══ DATA TO PROCESS ══

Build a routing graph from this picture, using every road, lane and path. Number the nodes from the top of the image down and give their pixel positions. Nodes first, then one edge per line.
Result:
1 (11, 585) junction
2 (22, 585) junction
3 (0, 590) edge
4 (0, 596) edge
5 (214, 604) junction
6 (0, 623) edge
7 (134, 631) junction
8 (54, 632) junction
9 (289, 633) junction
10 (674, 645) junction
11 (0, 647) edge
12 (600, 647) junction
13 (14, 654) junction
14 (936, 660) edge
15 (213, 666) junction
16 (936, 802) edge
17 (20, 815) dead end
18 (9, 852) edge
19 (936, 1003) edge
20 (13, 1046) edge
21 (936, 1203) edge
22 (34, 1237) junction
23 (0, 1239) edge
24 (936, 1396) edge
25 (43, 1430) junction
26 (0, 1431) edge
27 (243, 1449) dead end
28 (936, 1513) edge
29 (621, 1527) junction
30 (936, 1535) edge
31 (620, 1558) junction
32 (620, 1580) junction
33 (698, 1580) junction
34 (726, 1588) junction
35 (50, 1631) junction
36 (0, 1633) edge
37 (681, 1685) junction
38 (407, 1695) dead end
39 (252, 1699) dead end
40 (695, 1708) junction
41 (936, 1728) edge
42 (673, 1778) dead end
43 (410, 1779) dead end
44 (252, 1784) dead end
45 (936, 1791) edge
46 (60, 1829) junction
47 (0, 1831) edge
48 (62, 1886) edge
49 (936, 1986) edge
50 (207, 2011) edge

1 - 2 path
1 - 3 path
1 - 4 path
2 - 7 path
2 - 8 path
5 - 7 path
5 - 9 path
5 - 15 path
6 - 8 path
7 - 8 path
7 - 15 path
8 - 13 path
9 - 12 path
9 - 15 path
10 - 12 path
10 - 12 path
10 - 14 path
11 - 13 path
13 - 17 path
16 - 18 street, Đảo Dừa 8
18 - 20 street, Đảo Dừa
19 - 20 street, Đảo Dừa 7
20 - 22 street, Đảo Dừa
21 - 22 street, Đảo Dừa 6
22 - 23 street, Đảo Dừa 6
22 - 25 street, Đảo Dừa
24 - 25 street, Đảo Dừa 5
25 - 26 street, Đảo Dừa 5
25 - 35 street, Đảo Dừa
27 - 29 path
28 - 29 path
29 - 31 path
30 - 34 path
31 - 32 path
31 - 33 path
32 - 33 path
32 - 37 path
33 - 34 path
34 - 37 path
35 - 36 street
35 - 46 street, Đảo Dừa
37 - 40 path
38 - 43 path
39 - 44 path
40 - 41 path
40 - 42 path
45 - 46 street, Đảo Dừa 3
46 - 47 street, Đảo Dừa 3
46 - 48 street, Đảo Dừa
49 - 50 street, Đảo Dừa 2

═══

■ PROBLEM TO SOLVE: Locate the string "dead" in the listing above and copy every line where it occurs.

■ OUTPUT FOR THIS EXERCISE:
17 (20, 815) dead end
27 (243, 1449) dead end
38 (407, 1695) dead end
39 (252, 1699) dead end
42 (673, 1778) dead end
43 (410, 1779) dead end
44 (252, 1784) dead end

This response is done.